Originally posted by Star_Song_Age_Less Star_Song_Age_Less wrote:



Originally posted by Dean Dean wrote:

I should point out that when I referred to high-octave singers I was meaning mezzo-soprano where there is naturally overlap between male and female vocal range (Tori Amos, Sharon den Adel, Simone Simons, Matt Bellamy, Robert Plant etc.) not soprano's like Sally Oldfield, Liv Kristine or Tarja Turunen - Kate Bush and Annie Haslam can hit the notes but they don't live there, male singers only enter the soprano range in falsetto.

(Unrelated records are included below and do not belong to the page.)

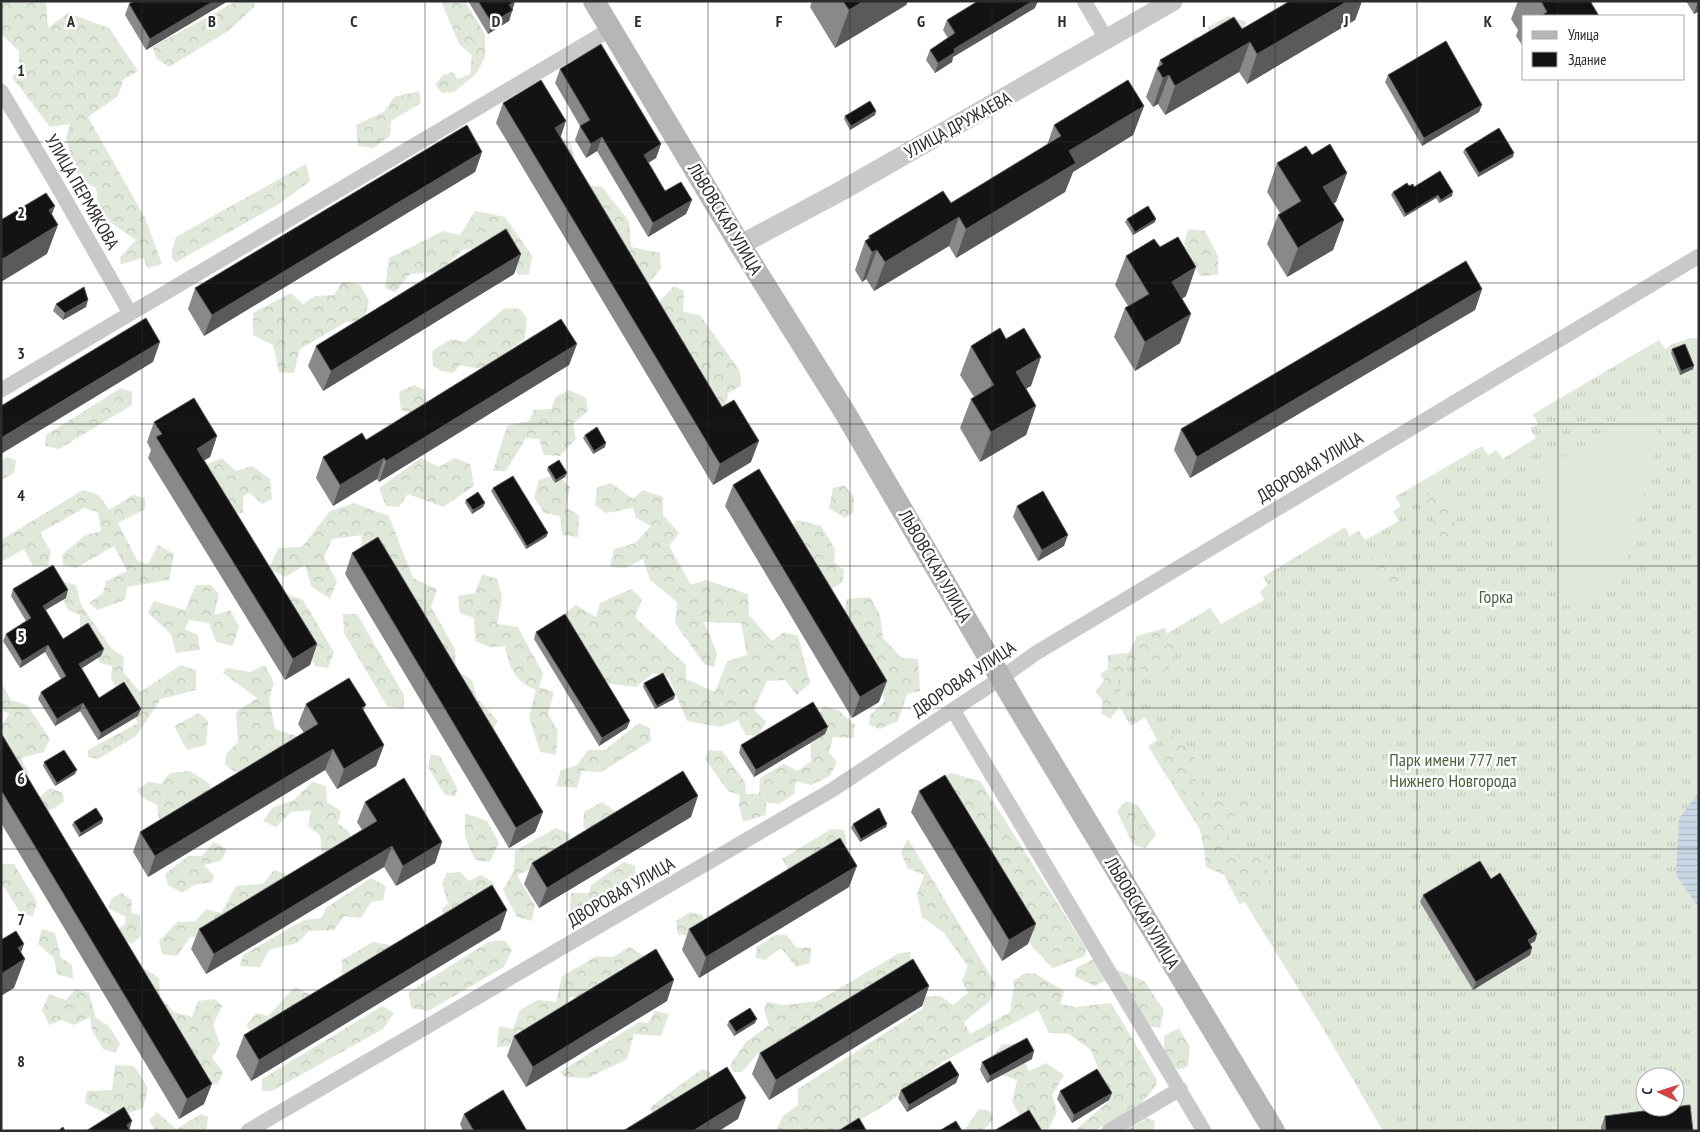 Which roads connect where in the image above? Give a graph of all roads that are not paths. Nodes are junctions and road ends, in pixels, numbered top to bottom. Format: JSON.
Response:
{"nodes":[{"id":1,"x":594,"y":1,"type":"edge"},
{"id":2,"x":1084,"y":1,"type":"edge"},
{"id":3,"x":1173,"y":1,"type":"edge"},
{"id":4,"x":611,"y":29,"type":"junction"},
{"id":5,"x":1107,"y":40,"type":"junction"},
{"id":6,"x":1,"y":90,"type":"edge"},
{"id":7,"x":740,"y":245,"type":"junction"},
{"id":8,"x":1699,"y":256,"type":"edge"},
{"id":9,"x":130,"y":313,"type":"junction"},
{"id":10,"x":1,"y":390,"type":"edge"},
{"id":11,"x":1001,"y":678,"type":"junction"},
{"id":12,"x":953,"y":710,"type":"junction"},
{"id":13,"x":1180,"y":1089,"type":"junction"},
{"id":14,"x":248,"y":1131,"type":"edge"},
{"id":15,"x":1109,"y":1131,"type":"edge"},
{"id":16,"x":1204,"y":1131,"type":"edge"},
{"id":17,"x":1274,"y":1131,"type":"edge"}],
"edges":[{"from":1,"to":4,"type":"main road","name":"ЛЬВОВСКАЯ УЛИЦА"},
{"from":2,"to":5,"type":"street"},
{"from":3,"to":5,"type":"street","name":"УЛИЦА ДРУЖАЕВА"},
{"from":4,"to":7,"type":"main road","name":"ЛЬВОВСКАЯ УЛИЦА"},
{"from":4,"to":9,"type":"street"},
{"from":5,"to":7,"type":"street","name":"УЛИЦА ДРУЖАЕВА"},
{"from":6,"to":9,"type":"street","name":"УЛИЦА ПЕРМЯКОВА"},
{"from":7,"to":11,"type":"main road","name":"ЛЬВОВСКАЯ УЛИЦА"},
{"from":8,"to":11,"type":"street","name":"ДВОРОВАЯ УЛИЦА"},
{"from":9,"to":10,"type":"street"},
{"from":11,"to":12,"type":"street","name":"ДВОРОВАЯ УЛИЦА"},
{"from":11,"to":17,"type":"main road","name":"ЛЬВОВСКАЯ УЛИЦА"},
{"from":12,"to":13,"type":"street"},
{"from":12,"to":14,"type":"street","name":"ДВОРОВАЯ УЛИЦА"},
{"from":13,"to":15,"type":"street"},
{"from":13,"to":16,"type":"street"}]} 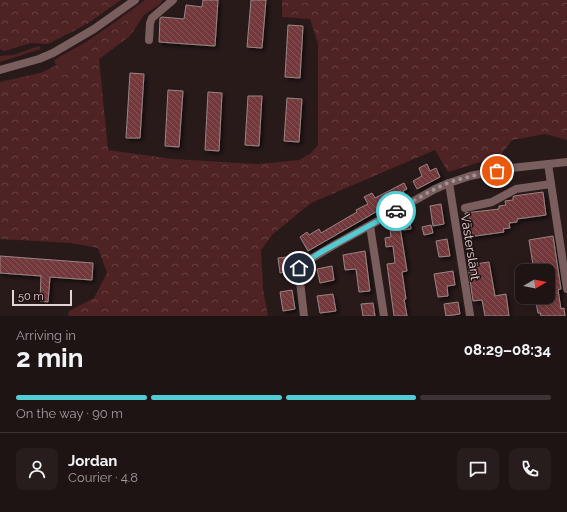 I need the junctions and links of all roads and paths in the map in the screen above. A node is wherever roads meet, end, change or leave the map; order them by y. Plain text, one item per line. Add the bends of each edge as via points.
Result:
1 (135, 0) edge
2 (173, 0) edge
3 (149, 40) dead end
4 (0, 70) edge
5 (567, 162) edge
6 (548, 164) junction
7 (449, 183) junction
8 (551, 184) junction
9 (465, 208) dead end
10 (370, 226) junction
11 (567, 289) edge
12 (470, 315) edge
13 (304, 316) edge
14 (384, 316) edge

1 - 4 street via 54,53
2 - 3 street via 152,18
5 - 6 street
6 - 7 street via 511,168
6 - 8 street
7 - 10 street
7 - 12 street, Västerslänt
8 - 9 street, Västerslänt via 516,189 492,202
8 - 11 street
10 - 13 street via 299,268
10 - 14 street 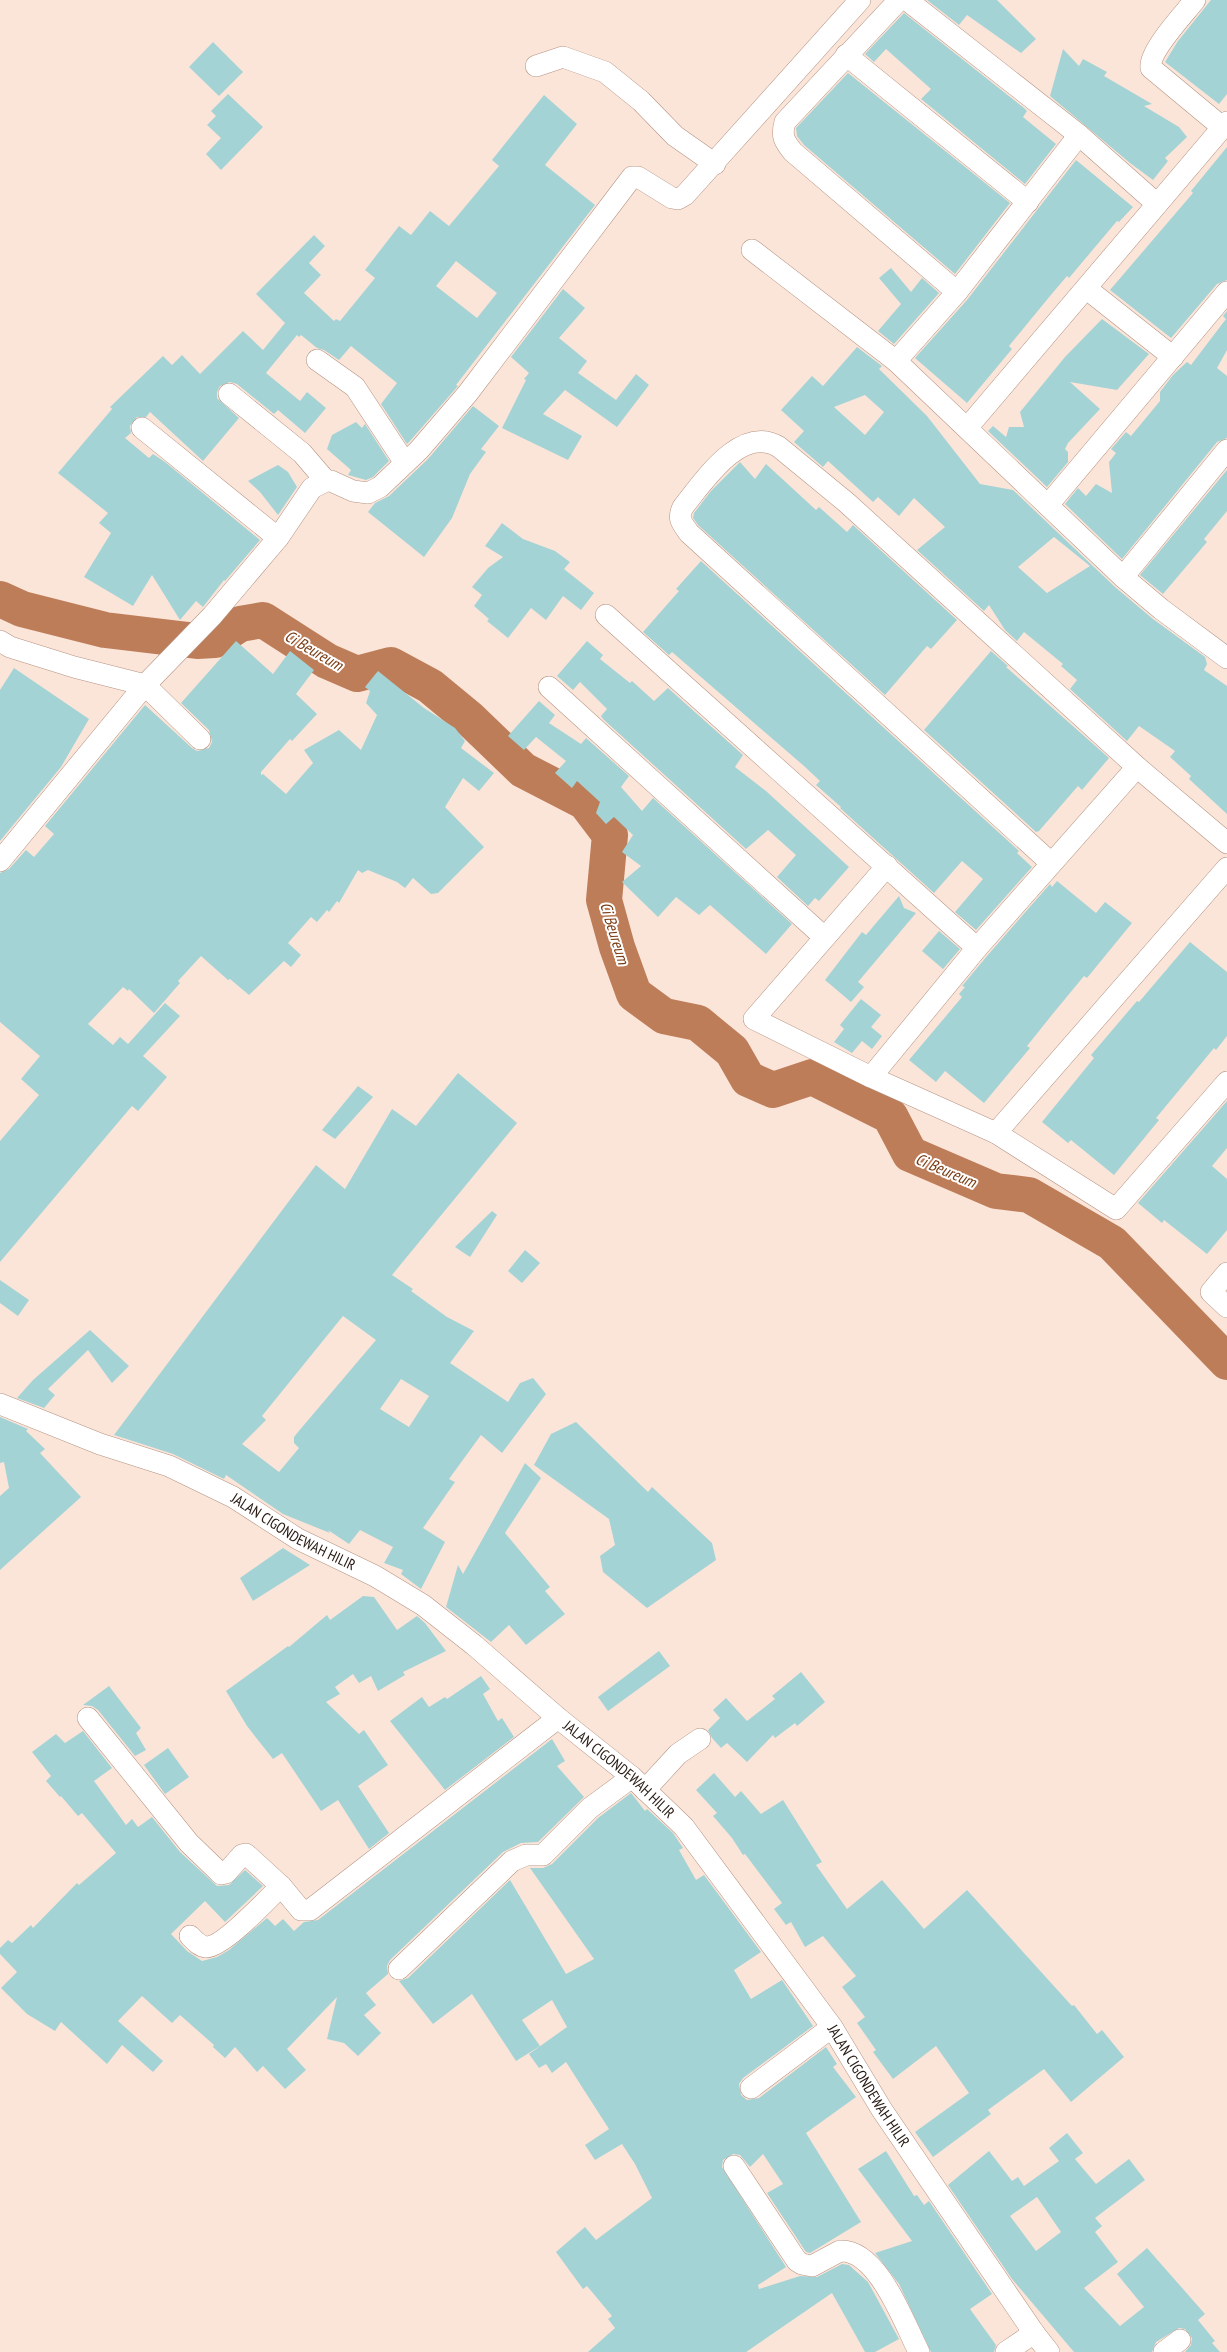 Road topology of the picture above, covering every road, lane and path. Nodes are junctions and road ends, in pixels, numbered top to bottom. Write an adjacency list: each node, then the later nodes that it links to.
1 (860, 0): 9 (street)
2 (898, 0): 5 (street)
3 (907, 0): 8 (street)
4 (1195, 0): 7 (street)
5 (846, 55): 10 (street); 14 (street)
6 (536, 66): 9 (street)
7 (1225, 124): 11 (street)
8 (1079, 135): 10 (street); 11 (street)
9 (715, 164): 23 (street)
10 (1028, 202): 14 (street)
11 (1157, 204): 13 (street)
12 (752, 250): 18 (street)
13 (1086, 289): 16 (street); 21 (street)
14 (957, 292): 18 (street)
15 (1227, 292): 16 (street)
16 (1173, 357): 25 (street)
17 (316, 360): 23 (street)
18 (896, 361): 21 (street)
19 (229, 394): 24 (street)
20 (142, 428): 26 (street)
21 (967, 428): 25 (street)
22 (1227, 450): 27 (street)
23 (405, 463): 24 (street)
24 (326, 481): 26 (street)
25 (1048, 505): 27 (street)
26 (278, 538): 31 (street)
27 (1123, 577): 30 (street)
28 (606, 615): 38 (street)
29 (0, 641): 31 (street)
30 (1225, 653)
31 (146, 685): 33 (street); 36 (street)
32 (549, 687): 40 (street)
33 (200, 739)
34 (1137, 766): 35 (street); 37 (street); 37 (street)
35 (1227, 843)
36 (0, 861)
37 (1051, 863): 41 (street)
38 (887, 866): 40 (street); 41 (street)
39 (1227, 868): 44 (street)
40 (824, 937): 42 (street)
41 (977, 948): 42 (street)
42 (871, 1077): 44 (street)
43 (1227, 1082): 44 (street)
44 (996, 1133)
45 (1227, 1273): 46 (street)
46 (1227, 1307)
47 (0, 1404): 49 (street, JALAN CIGONDEWAH HILIR)
48 (88, 1718): 52 (street)
49 (558, 1718): 51 (street, JALAN CIGONDEWAH HILIR); 52 (street)
50 (700, 1739): 51 (street)
51 (639, 1784): 54 (street); 55 (street, JALAN CIGONDEWAH HILIR)
52 (281, 1886): 53 (street)
53 (190, 1936)
54 (399, 1969)
55 (832, 2027): 56 (street); 58 (street, JALAN CIGONDEWAH HILIR)
56 (751, 2088)
57 (734, 2166): 59 (street)
58 (1034, 2333): 60 (street); 61 (street, JALAN CIGONDEWAH HILIR)
59 (916, 2351)
60 (1006, 2352)
61 (1049, 2352)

I agree with rogerthat on Annie for sure - she hits some astoundingly high notes, she just has a very long range at her disposal.  I'm confused about Tarja, though. She never hits anything even approaching something that would be a high note for me to sing, whereas Annie hits things that I can't without sounding like a dying cat.  Am I missing something in Tarja's repertoire?
Each vocal-range classification spans two-octaves and is shifted by roughly half an octave from the preceding one, such that a soprano can sing six semitones higher than a mezzo and a mezzo can sing five semitones lower than a soprano. So when a singer has a wider vocal range of say three octaves then it means that they can span two or more vocal-range classifications (it is possible for a 3-octave singer to sing soprano, mezzo and alto). Not every soprano can hit a G6

To clarify: Annie Haslam's five-octave vocal range spans from bass to soprano - she can sing soprano but she is not solely a soprano singer with much of her singing in the mezzo range (ie> "she can hit the notes but she doesn't live there")

According to wikipedia Tarja Turunen is termed a "lyric soprano" (ie warm tones), with a three to four octave range can also span from alto to soprano, but again most of her singing is in the mezzo range, unless singing live where she hits the really high notes


Yes, thank you though for the specifics. :)  I've just never heard Tarja sing high at all.  It's most likely that I'm just not interested in her solo stuff so I haven't heard when she's done it.  In the live Nightwish performances I've heard, she's taken the bottom part.  But that may have more to do with what the band as a whole wanted than where her range ends.